So this one time I was
walking down the street and this guy with a huge red beard, a blue robe, and a
bald head ambled up to me. He introduced himself as “Lloyd”. He went on to
say that his occupation was “wizard” and that he had “chosen me” to be his “magical
apprentice” with no ironic tone implied. While I told him that I am a
missionary type and wizardry counts as “witchcraft”, I told him he
looked cool enough to hang out with. He agreed to hear about Jesus after our
hang out.
We
went downtown, had a beer together, and started to tell each other stories of
our misspent youth. All of a sudden, this big dude with bigger muscles came up to me and said, “HEY!
YOU’RE IN MY SEAT!”
Seeing
as the guy had three feet on me, and that was just in the size of his Adam’s
apple, I started to get up. However, Lloyd placed the butt of his staff on the
big man’s nose and shouted, “NONE SHALL PASS! Leaveth my homie alone.”
Perhaps
it was the preposterousness of an old man defending a bald looking missionary, or
the fact that someone over 100 just used the word “homie”, but the big man looked befuddled. The tattooed biker staggered back and flexed his throbbing muscles in
confusion. Just as he swung his drunken fist, a flash flew from his wooden
staff and punched the man right in the nose. A blue liquid spewed from his
nostrils and landed on the bar beside him. The lummox fell, and the liquid on
the bar turned into doves and flew out of the window.
“Great
magic trick,” I said to Lloyd and we left. On our way back to the apartment, we
sat down on a curb and talked about our travels in life. He talked about the
time he met his wife. The two were at a D and D convention as real wizards.
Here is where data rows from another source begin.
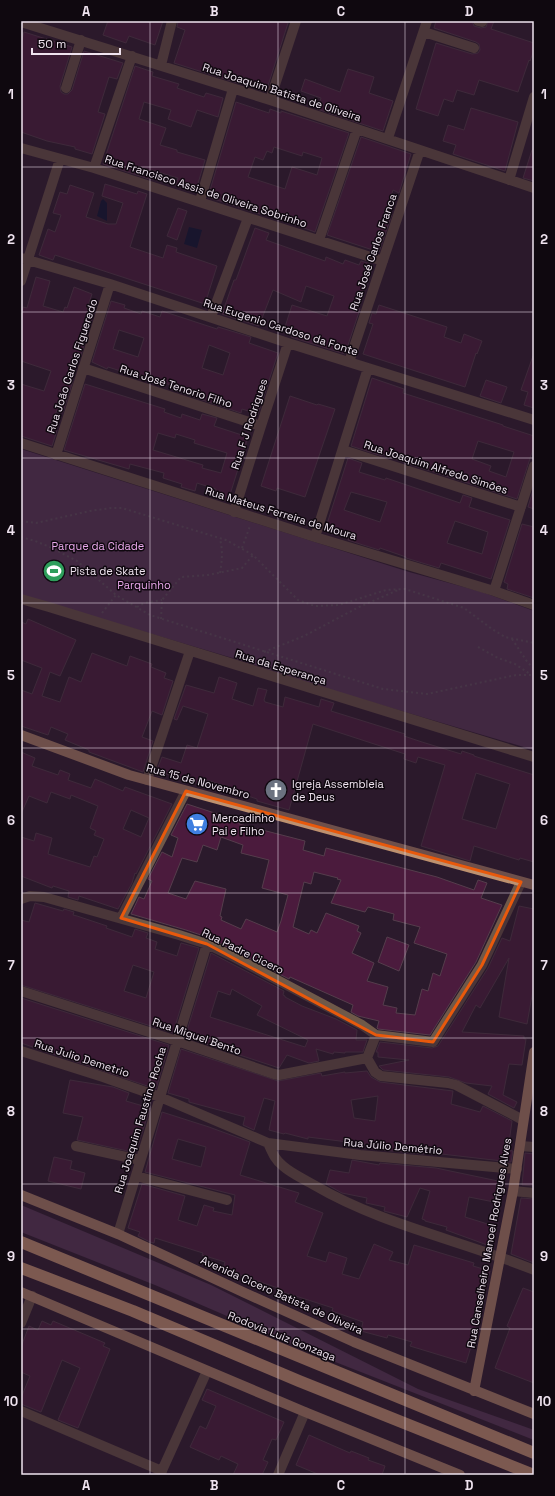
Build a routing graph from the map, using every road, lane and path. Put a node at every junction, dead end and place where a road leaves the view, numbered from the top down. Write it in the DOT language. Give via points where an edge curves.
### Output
graph roads {
  1 [pos="172,21"];
  2 [pos="296,21"];
  3 [pos="427,21"];
  4 [pos="21,22"];
  5 [pos="424,32"];
  6 [pos="80,40"];
  7 [pos="474,48"];
  8 [pos="132,56"];
  9 [pos="161,65"];
  10 [pos="66,88"];
  11 [pos="233,89"];
  12 [pos="534,97"];
  13 [pos="270,100"];
  14 [pos="357,128"];
  15 [pos="388,138"];
  16 [pos="21,148"];
  17 [pos="420,150"];
  18 [pos="60,159"];
  19 [pos="94,168"];
  20 [pos="509,180"];
  21 [pos="534,188"];
  22 [pos="200,201"];
  23 [pos="248,218"];
  24 [pos="319,240"];
  25 [pos="24,259"];
  26 [pos="383,260"];
  27 [pos="21,281"];
  28 [pos="110,284"];
  29 [pos="211,317"];
  30 [pos="288,343"];
  31 [pos="349,362"];
  32 [pos="83,368"];
  33 [pos="368,368"];
  34 [pos="534,420"];
  35 [pos="261,426"];
  36 [pos="21,443"];
  37 [pos="343,450"];
  38 [pos="56,455"];
  39 [pos="534,466"];
  40 [pos="521,507"];
  41 [pos="234,512"];
  42 [pos="254,518"];
  43 [pos="21,521"];
  44 [pos="315,537"];
  45 [pos="21,538"];
  46 [pos="220,538"];
  47 [pos="242,548"];
  48 [pos="253,555"];
  49 [pos="220,573"];
  50 [pos="399,590"];
  51 [pos="494,591"];
  52 [pos="116,595"];
  53 [pos="21,600"];
  54 [pos="162,600"];
  55 [pos="534,605"];
  56 [pos="136,607"];
  57 [pos="161,619"];
  58 [pos="98,622"];
  59 [pos="512,639"];
  60 [pos="534,643"];
  61 [pos="478,647"];
  62 [pos="190,651"];
  63 [pos="264,652"];
  64 [pos="534,668"];
  65 [pos="532,675"];
  66 [pos="21,735"];
  67 [pos="534,758"];
  68 [pos="147,780"];
  69 [pos="186,791"];
  70 [pos="521,882"];
  71 [pos="534,885"];
  72 [pos="21,899"];
  73 [pos="121,918"];
  74 [pos="207,944"];
  75 [pos="21,991"];
  76 [pos="376,1035"];
  77 [pos="177,1041"];
  78 [pos="21,1051"];
  79 [pos="534,1052"];
  80 [pos="367,1058"];
  81 [pos="160,1097"];
  82 [pos="523,1120"];
  83 [pos="268,1143"];
  84 [pos="76,1146"];
  85 [pos="520,1146"];
  86 [pos="534,1147"];
  87 [pos="140,1160"];
  88 [pos="517,1169"];
  89 [pos="136,1176"];
  90 [pos="513,1191"];
  91 [pos="534,1193"];
  92 [pos="21,1195"];
  93 [pos="227,1200"];
  94 [pos="118,1234"];
  95 [pos="21,1242"];
  96 [pos="500,1256"];
  97 [pos="21,1268"];
  98 [pos="534,1270"];
  99 [pos="21,1292"];
  100 [pos="32,1296"];
  101 [pos="21,1323"];
  102 [pos="207,1371"];
  103 [pos="474,1391"];
  104 [pos="21,1411"];
  105 [pos="305,1412"];
  106 [pos="534,1414"];
  107 [pos="534,1453"];
  108 [pos="161,1473"];
  109 [pos="278,1475"];
  110 [pos="460,1475"];
  111 [pos="534,1475"];
  1 -- 9 [label="street"];
  2 -- 13 [label="street"];
  3 -- 5 [label="street"];
  4 -- 6 [label="street, Rua Joaquim Batista de Oliveira"];
  5 -- 7 [label="street"];
  5 -- 15 [label="street"];
  6 -- 8 [label="street, Rua Joaquim Batista de Oliveira"];
  6 -- 10 [label="street"];
  8 -- 9 [label="street, Rua Joaquim Batista de Oliveira"];
  8 -- 19 [label="street"];
  9 -- 11 [label="street, Rua Joaquim Batista de Oliveira"];
  11 -- 13 [label="street, Rua Joaquim Batista de Oliveira"];
  11 -- 22 [label="street"];
  12 -- 20 [label="street"];
  13 -- 14 [label="street, Rua Joaquim Batista de Oliveira"];
  14 -- 15 [label="street, Rua Joaquim Batista de Oliveira"];
  14 -- 24 [label="street"];
  15 -- 17 [label="street, Rua Joaquim Batista de Oliveira"];
  16 -- 18 [label="street, Rua Francisco Assis de Oliveira Sobrinho"];
  17 -- 20 [label="street, Rua Joaquim Batista de Oliveira"];
  17 -- 26 [label="street, Rua José Carlos Franca"];
  18 -- 19 [label="street, Rua Francisco Assis de Oliveira Sobrinho"];
  18 -- 25 [label="street"];
  19 -- 22 [label="street, Rua Francisco Assis de Oliveira Sobrinho"];
  20 -- 21 [label="street, Rua Joaquim Batista de Oliveira"];
  22 -- 23 [label="street, Rua Francisco Assis de Oliveira Sobrinho"];
  23 -- 24 [label="street, Rua Francisco Assis de Oliveira Sobrinho"];
  23 -- 29 [label="street"];
  24 -- 26 [label="street, Rua Francisco Assis de Oliveira Sobrinho"];
  25 -- 27 [label="street"];
  25 -- 28 [label="street, Rua Eugenio Cardoso da Fonte"];
  26 -- 31 [label="street, Rua José Carlos Franca"];
  28 -- 29 [label="street, Rua Eugenio Cardoso da Fonte"];
  28 -- 32 [label="street, Rua João Carlos Figueredo"];
  29 -- 30 [label="street, Rua Eugenio Cardoso da Fonte"];
  30 -- 31 [label="street, Rua Eugenio Cardoso da Fonte"];
  30 -- 35 [label="street, Rua F J Rodrigues"];
  31 -- 33 [label="street, Rua Eugenio Cardoso da Fonte"];
  32 -- 35 [label="street, Rua José Tenorio Filho"];
  32 -- 38 [label="street, Rua João Carlos Figueredo"];
  33 -- 34 [label="street, Rua Eugenio Cardoso da Fonte"];
  33 -- 37 [label="street"];
  35 -- 41 [label="street, Rua F J Rodrigues"];
  36 -- 38 [label="street, Rua Mateus Ferreira de Moura"];
  37 -- 40 [label="street, Rua Joaquim Alfredo Simões"];
  37 -- 44 [label="street"];
  38 -- 41 [label="street, Rua Mateus Ferreira de Moura"];
  39 -- 40 [label="street"];
  40 -- 51 [label="street"];
  41 -- 42 [label="street, Rua Mateus Ferreira de Moura"];
  42 -- 44 [label="street, Rua Mateus Ferreira de Moura"];
  42 -- 47 [label="path"];
  43 -- 46 [label="path" via="36,523 90,511 122,508"];
  44 -- 51 [label="street, Rua Mateus Ferreira de Moura"];
  45 -- 52 [label="path" via="45,545 77,562"];
  46 -- 47 [label="path"];
  46 -- 49 [label="path"];
  47 -- 48 [label="path"];
  48 -- 49 [label="path" via="242,568"];
  48 -- 50 [label="path" via="298,600 316,606 339,605 386,590"];
  49 -- 54 [label="path" via="181,577"];
  50 -- 59 [label="path" via="405,589 464,608 492,629"];
  50 -- 63 [label="path" via="359,607 304,636"];
  51 -- 55 [label="street, Rua Mateus Ferreira de Moura"];
  52 -- 56 [label="path"];
  52 -- 58 [label="path" via="104,609"];
  53 -- 58 [label="street, Rua da Esperança"];
  54 -- 56 [label="path"];
  54 -- 57 [label="path"];
  56 -- 57 [label="path"];
  57 -- 63 [label="path"];
  58 -- 62 [label="street, Rua da Esperança"];
  59 -- 60 [label="path"];
  59 -- 64 [label="path"];
  61 -- 65 [label="path"];
  62 -- 67 [label="street, Rua da Esperança"];
  62 -- 68 [label="street"];
  63 -- 65 [label="path" via="383,688 427,694 516,675"];
  66 -- 68 [label="main road, Rua 15 de Novembro"];
  68 -- 69 [label="main road, Rua 15 de Novembro"];
  69 -- 70 [label="main road, Rua 15 de Novembro"];
  69 -- 73 [label="street"];
  70 -- 71 [label="main road, Rua 15 de Novembro"];
  70 -- 76 [label="street" via="482,964 433,1042"];
  72 -- 73 [label="street, Rua Padre Cicero" via="30,896 44,897"];
  73 -- 74 [label="street, Rua Padre Cicero"];
  74 -- 76 [label="street, Rua Padre Cicero" via="362,1025"];
  74 -- 77 [label="street, Rua Joaquim Faustino Rocha"];
  75 -- 77 [label="street, Rua Miguel Bento"];
  76 -- 80 [label="street"];
  77 -- 80 [label="street, Rua Miguel Bento" via="279,1075"];
  77 -- 81 [label="street, Rua Joaquim Faustino Rocha"];
  78 -- 81 [label="street, Rua Julio Demetrio"];
  79 -- 82 [label="main road, Rua Canselheiro Manoel Rodrigues Alves"];
  80 -- 82 [label="street" via="375,1072 383,1077 448,1083"];
  81 -- 83 [label="street, Rua Julio Demetrio"];
  81 -- 87 [label="street, Rua Joaquim Faustino Rocha"];
  82 -- 85 [label="main road, Rua Canselheiro Manoel Rodrigues Alves"];
  83 -- 88 [label="street, Rua Júlio Demétrio" via="360,1155"];
  83 -- 96 [label="street" via="276,1159 283,1166 325,1191 403,1225"];
  84 -- 87 [label="street"];
  85 -- 86 [label="street"];
  85 -- 88 [label="main road, Rua Canselheiro Manoel Rodrigues Alves"];
  87 -- 89 [label="street, Rua Joaquim Faustino Rocha"];
  88 -- 90 [label="main road, Rua Canselheiro Manoel Rodrigues Alves"];
  89 -- 93 [label="street"];
  89 -- 94 [label="street, Rua Joaquim Faustino Rocha"];
  90 -- 91 [label="street"];
  90 -- 96 [label="main road, Rua Canselheiro Manoel Rodrigues Alves"];
  92 -- 94 [label="main road, Avenida Cicero Batista de Oliveira"];
  94 -- 103 [label="main road, Avenida Cicero Batista de Oliveira" via="354,1342"];
  95 -- 107 [label="highway, Rodovia Luiz Gonzaga"];
  96 -- 98 [label="street"];
  96 -- 103 [label="main road, Rua Canselheiro Manoel Rodrigues Alves"];
  97 -- 111 [label="highway" via="133,1311 299,1382"];
  99 -- 100 [label="main road"];
  100 -- 101 [label="street"];
  100 -- 102 [label="main road"];
  102 -- 105 [label="main road"];
  102 -- 108 [label="street"];
  103 -- 106 [label="main road, Avenida Cicero Batista de Oliveira"];
  104 -- 108 [label="street"];
  105 -- 109 [label="street"];
  105 -- 110 [label="main road"];
}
(They both found it “relaxing”). They got into a friendly argument over what
made the best love potion and ended up drinking each other’s and fell madly in
love. The two ran off to Vegas and were married by an Elvis impersonator named
Conan and a Conan impersonator named Elvis. Afterward, the two moved
into a quaint bungalow, bought furniture out of multiple aisles in IKEA, and had two kids: one goat kid, and one human kid named Hoboken. They were so happy, until one
day, while talking about what color to paint their cheaply made cabinets, their
love potions wore off. However, because they had spent so much of their lives together,
the two had great affection for one another and stayed married in spite of the “spark”
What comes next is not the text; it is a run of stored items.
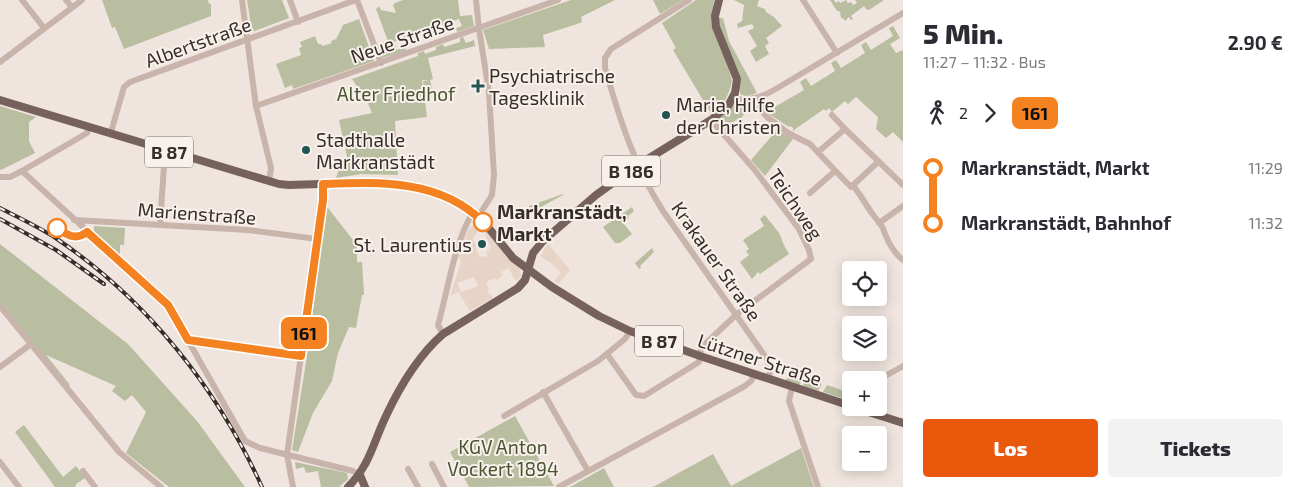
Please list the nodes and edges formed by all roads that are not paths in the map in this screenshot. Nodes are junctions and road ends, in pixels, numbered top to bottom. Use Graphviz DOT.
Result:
graph roads {
  1 [pos="22,0"];
  2 [pos="66,0"];
  3 [pos="82,0"];
  4 [pos="242,0"];
  5 [pos="290,0"];
  6 [pos="356,0"];
  7 [pos="476,0"];
  8 [pos="558,0"];
  9 [pos="689,0"];
  10 [pos="719,0"];
  11 [pos="803,0"];
  12 [pos="72,7"];
  13 [pos="903,13"];
  14 [pos="298,22"];
  15 [pos="44,28"];
  16 [pos="479,29"];
  17 [pos="247,40"];
  18 [pos="837,53"];
  19 [pos="0,62"];
  20 [pos="381,63"];
  21 [pos="753,98"];
  22 [pos="733,99"];
  23 [pos="0,100"];
  24 [pos="256,106"];
  25 [pos="832,115"];
  26 [pos="711,120"];
  27 [pos="89,127"];
  28 [pos="845,129"];
  29 [pos="111,132"];
  30 [pos="165,151"];
  31 [pos="818,152"];
  32 [pos="878,162"];
  33 [pos="638,165"];
  34 [pos="835,170"];
  35 [pos="22,171"];
  36 [pos="0,177"];
  37 [pos="269,181"];
  38 [pos="323,184"];
  39 [pos="903,186"];
  40 [pos="851,187"];
  41 [pos="810,193"];
  42 [pos="903,206"];
  43 [pos="476,214"];
  44 [pos="74,220"];
  45 [pos="878,222"];
  46 [pos="160,225"];
  47 [pos="317,238"];
  48 [pos="903,260"];
  49 [pos="528,269"];
  50 [pos="0,306"];
  51 [pos="737,314"];
  52 [pos="630,331"];
  53 [pos="443,334"];
  54 [pos="188,340"];
  55 [pos="31,344"];
  56 [pos="607,354"];
  57 [pos="301,356"];
  58 [pos="700,356"];
  59 [pos="903,366"];
  60 [pos="0,367"];
  61 [pos="755,374"];
  62 [pos="887,375"];
  63 [pos="769,379"];
  64 [pos="792,387"];
  65 [pos="543,392"];
  66 [pos="842,403"];
  67 [pos="504,416"];
  68 [pos="881,416"];
  69 [pos="903,423"];
  70 [pos="287,455"];
  71 [pos="0,462"];
  72 [pos="432,464"];
  73 [pos="408,469"];
  74 [pos="83,471"];
  75 [pos="588,471"];
  76 [pos="360,475"];
  77 [pos="441,486"];
  78 [pos="19,487"];
  79 [pos="95,487"];
  80 [pos="161,487"];
  81 [pos="293,487"];
  82 [pos="348,487"];
  83 [pos="365,487"];
  84 [pos="418,487"];
  85 [pos="559,487"];
  86 [pos="818,487"];
  1 -- 15 [label="street"];
  2 -- 12 [label="street"];
  3 -- 12 [label="street"];
  4 -- 17 [label="street"];
  5 -- 14 [label="street"];
  6 -- 14 [label="street, Albertstraße"];
  6 -- 20 [label="street"];
  7 -- 16 [label="street"];
  8 -- 16 [label="street, Neue Straße"];
  9 -- 33 [label="street, Krakauer Straße"];
  10 -- 22 [label="main road"];
  11 -- 18 [label="street"];
  12 -- 15 [label="street"];
  13 -- 18 [label="street"];
  14 -- 17 [label="street, Albertstraße"];
  15 -- 19 [label="street"];
  16 -- 20 [label="street, Neue Straße"];
  16 -- 43 [label="street"];
  17 -- 24 [label="street"];
  17 -- 29 [label="street, Albertstraße"];
  18 -- 21 [label="street"];
  20 -- 24 [label="street, Neue Straße"];
  21 -- 22 [label="street"];
  21 -- 31 [label="street"];
  22 -- 26 [label="main road, B 186"];
  23 -- 27 [label="main road, B 87"];
  24 -- 37 [label="street"];
  25 -- 28 [label="street"];
  26 -- 33 [label="main road, B 186"];
  26 -- 51 [label="street, Teichweg"];
  27 -- 29 [label="main road, B 87"];
  27 -- 35 [label="street"];
  28 -- 31 [label="street"];
  28 -- 32 [label="street"];
  29 -- 30 [label="main road, B 87"];
  30 -- 37 [label="main road, B 87"];
  30 -- 46 [label="street"];
  31 -- 34 [label="street"];
  32 -- 39 [label="street"];
  32 -- 40 [label="street"];
  33 -- 49 [label="main road, B 186"];
  33 -- 51 [label="street, Krakauer Straße"];
  34 -- 40 [label="street"];
  34 -- 41 [label="street"];
  35 -- 36 [label="street"];
  35 -- 44 [label="street"];
  37 -- 38 [label="main road, B 87"];
  38 -- 43 [label="main road, B 87"];
  38 -- 47 [label="street"];
  40 -- 45 [label="street"];
  42 -- 45 [label="street"];
  43 -- 49 [label="main road, B 87"];
  43 -- 53 [label="street"];
  44 -- 46 [label="street, Marienstraße"];
  44 -- 54 [label="street"];
  45 -- 48 [label="street"];
  46 -- 47 [label="street, Marienstraße"];
  47 -- 57 [label="street"];
  49 -- 52 [label="main road, Lützner Straße / B 87"];
  49 -- 53 [label="main road, B 186"];
  50 -- 55 [label="street"];
  51 -- 58 [label="street"];
  51 -- 63 [label="street, Krakauer Straße"];
  52 -- 56 [label="street"];
  52 -- 58 [label="main road, Lützner Straße / B 87"];
  53 -- 76 [label="main road, B 186"];
  54 -- 57 [label="street"];
  54 -- 70 [label="street"];
  55 -- 60 [label="street"];
  55 -- 80 [label="street"];
  56 -- 58 [label="street"];
  56 -- 65 [label="street"];
  57 -- 70 [label="street"];
  58 -- 61 [label="main road, Lützner Straße / B 87"];
  59 -- 62 [label="street"];
  61 -- 63 [label="main road, Lützner Straße / B 87"];
  61 -- 75 [label="street"];
  63 -- 64 [label="main road, Lützner Straße / B 87"];
  64 -- 66 [label="main road, Lützner Straße / B 87"];
  64 -- 86 [label="street"];
  65 -- 67 [label="street"];
  65 -- 75 [label="street"];
  68 -- 69 [label="main road"];
  70 -- 76 [label="street"];
  70 -- 81 [label="street"];
  71 -- 78 [label="street"];
  72 -- 77 [label="street"];
  73 -- 84 [label="street"];
  74 -- 79 [label="street"];
  75 -- 85 [label="street"];
  76 -- 82 [label="main road, B 186"];
  76 -- 83 [label="main road"];
}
being gone (which, one could argue, is what real love is).
They
were married for 231 years until his wife caught a cold. Tragically, she went
for a walk, sneezed, and fell off of a cliff to her demise. Seeing that his
kids had grown up and moved out, all his possessions reminded him of his wife.
So he sold them all and gave the money to a camp that trains kids to be ambidextrous. Well, all except for his last bag of fairy dust that
reminded him of his wife’s twinkling eyes. He handed it to me and I’ll never
forget what he said.
He
said: “Here,” and, before I could talk to him about Jesus, he disappeared.
So
officer, that’s how I ended up here in the middle of the street. That’s why my
breath smells like really cheap drink specials. That’s why I am holding an
unmarked bag of white powder. As for the beaten up guy at the bar, you gotta
ask Lloyd how that happened… for I am no wizard.
Oh
man… You mean I get to look inside your squad car… I’ve never been inside a
police car before… and in the back seat… you’re so nice and… WHATDA?